État physique et civil de l’île de Java.



La grande île de Java est située, comme nous l’avons déjà dit, au sud de la ligne équinoxiale, sous un climat que les anciens regardoient comme inhabitable à cause des excessives chaleurs qui, selon eux, la rendoient d’une stérilité si absolue qu’aucun être vivant ne pouvoit y subsister. Cette fausse idée provenoit de ce qu’ils n’avoient aucune connoissance de l’intérieur de l’Afrique, qui se trouve placée entre les deux tropiques ; et ils étoient dans la même ignorance relativement aux Indes et à la grande péninsule qui se trouve en-deçà du Gange. Les découvertes des navigateurs modernes nous ont appris que les pays placés si près de la ligne équinoxiale, loin d’être stériles et inhabités, peuvent nourir une population aussi grande, relativement à leur étendue, que les meilleures centrées des climats tempérés, lorsqu’on leur donne la culture nécessaire.

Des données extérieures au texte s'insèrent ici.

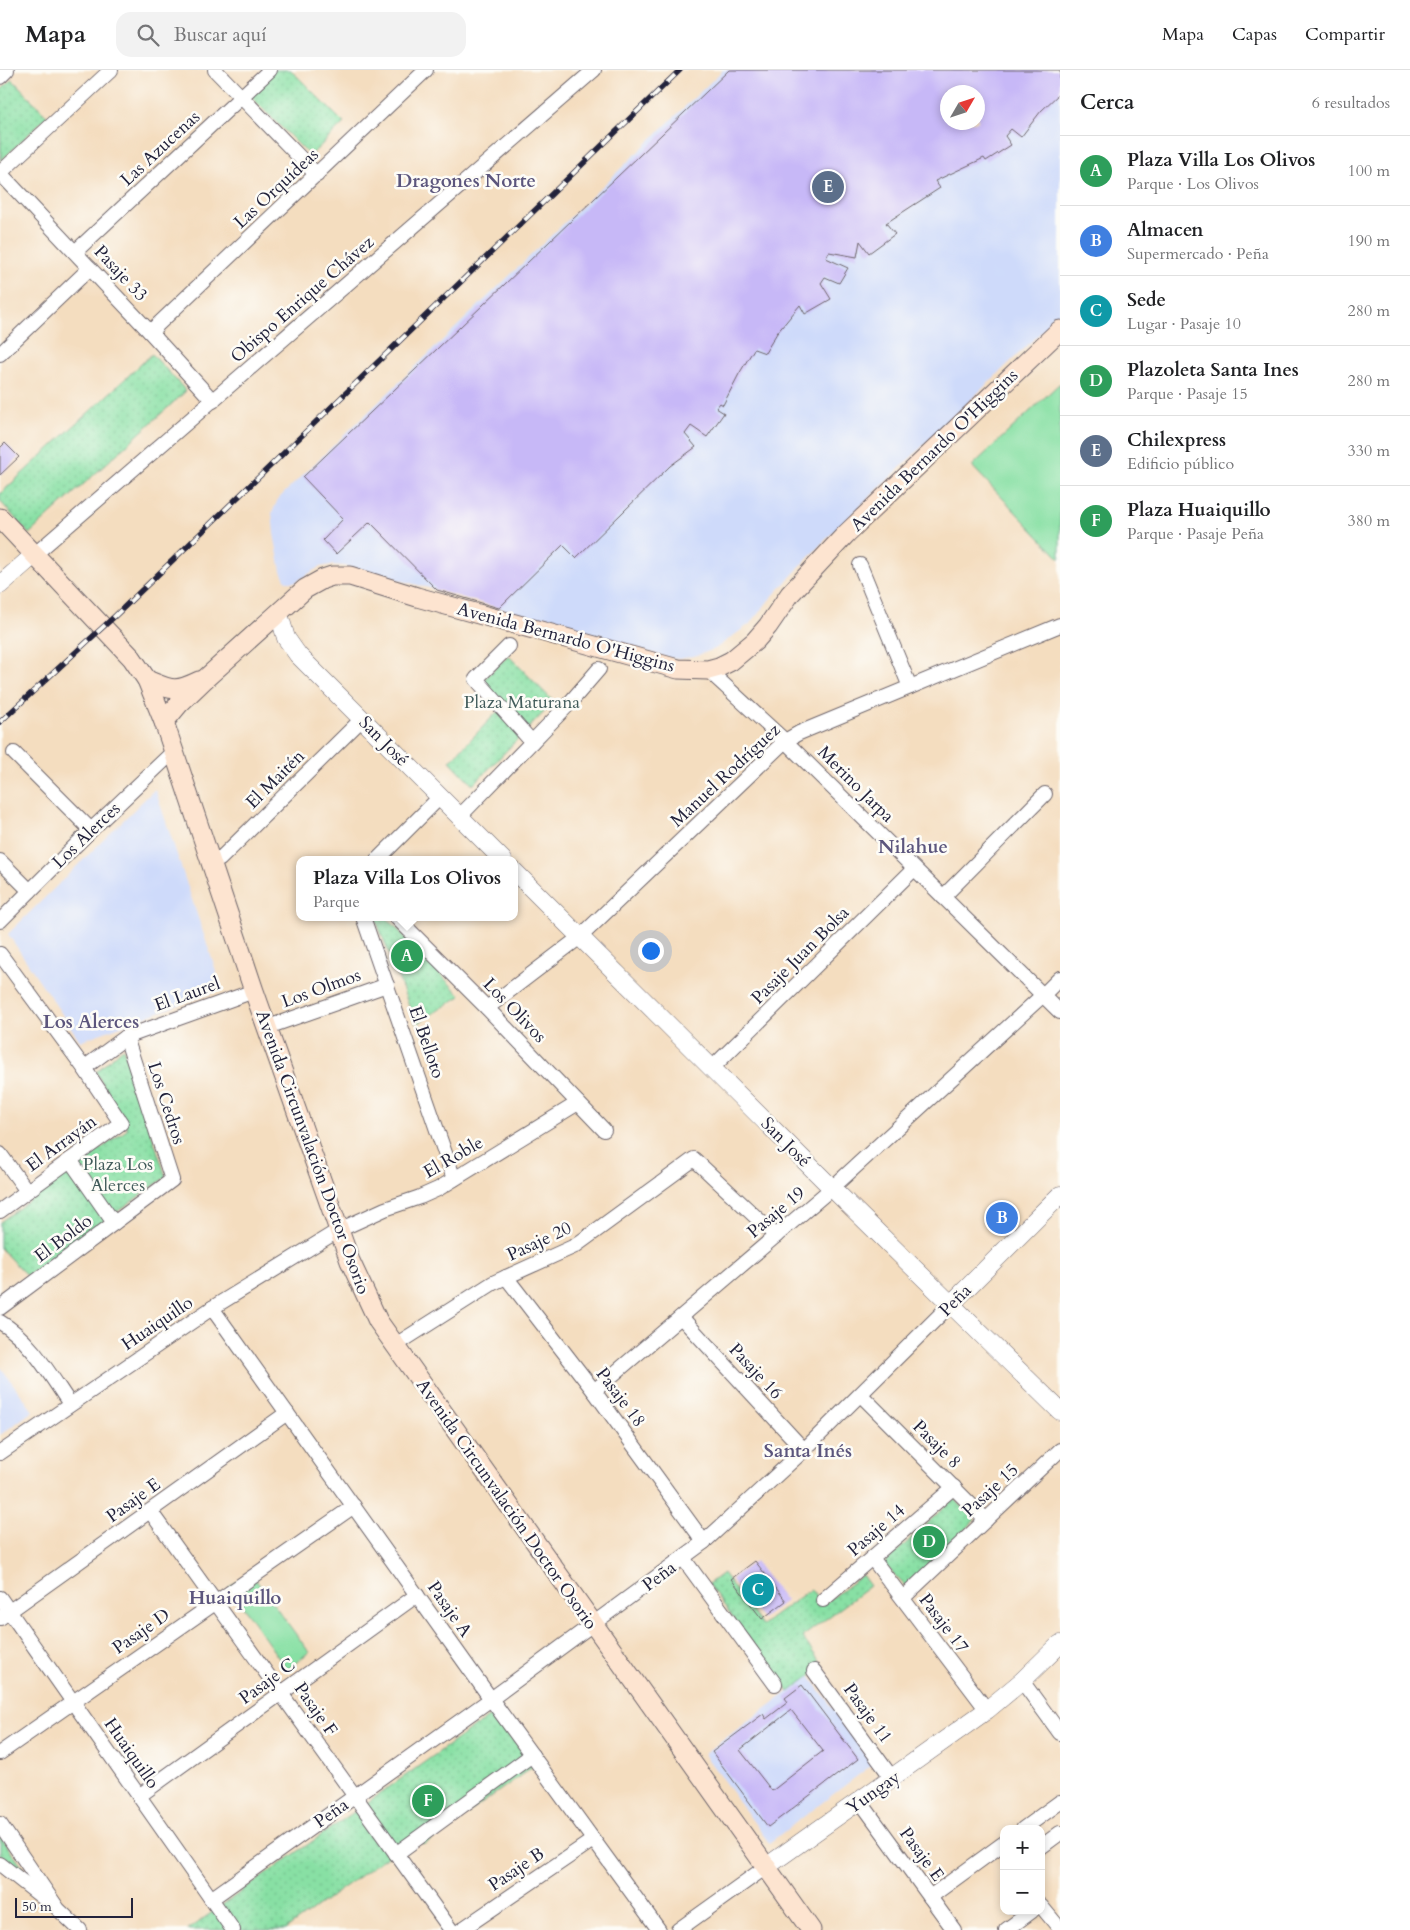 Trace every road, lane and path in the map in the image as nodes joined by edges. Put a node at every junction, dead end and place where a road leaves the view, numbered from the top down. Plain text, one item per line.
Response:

Il est vrai au reste que la supposition des anciens, que les chaleurs doivent être excessives dans ces pays, n’étoit pas destituée de toute vraisemblance, puisqu’on y a deux fois par an le soleil au zénith, que par conséquent on y reçoit presque toujours ses rayons verticalement ; mais ces chaleurs sont heureusement tempérées par des vents de terre et de mer qui règnent ici alternativement pendant toute l’année. D’ailleurs, comme le soleil se lève ou se couche toujours à six heures, à la différence de quelques minutes près, les longues nuits rafraîchissent à tel point l’atmosphère, qu’on peut dire qu’elle est plutôt froide que chaude deux heures avant le lever de cet astre ; particulièrement pour ceux qui ont déjà habite pendant quelque tems ces contrées.

Vers la fin de ma résidence à Batavia, c’est-à-dire, depuis le mois de juillet jusqu’au mois de novembre, le thermomètre s’est toujours soutenu, pendant la plus grande chaleur du jour, entre les 84 et 90me degrés sur l’échelle de Fharenheit, excepté une seule fois qu’il a monté au 92me degré ; et pendant la plus grande fraîcheur de la matinée, il descendoit rarement au-dessous du 76me degré. Ce thermomètre étoit placé dans la ville en plein air, à l’abri du soleil et de la réverbération de ses rayons. Le baromètre y éprouve peu ou point de variation, restant fixé pendant toute l’année à vingt neuf pouces dix lignes, ainsi que me l’a dit le ministre Mohr, qui en faisoit tous les jours l’observation.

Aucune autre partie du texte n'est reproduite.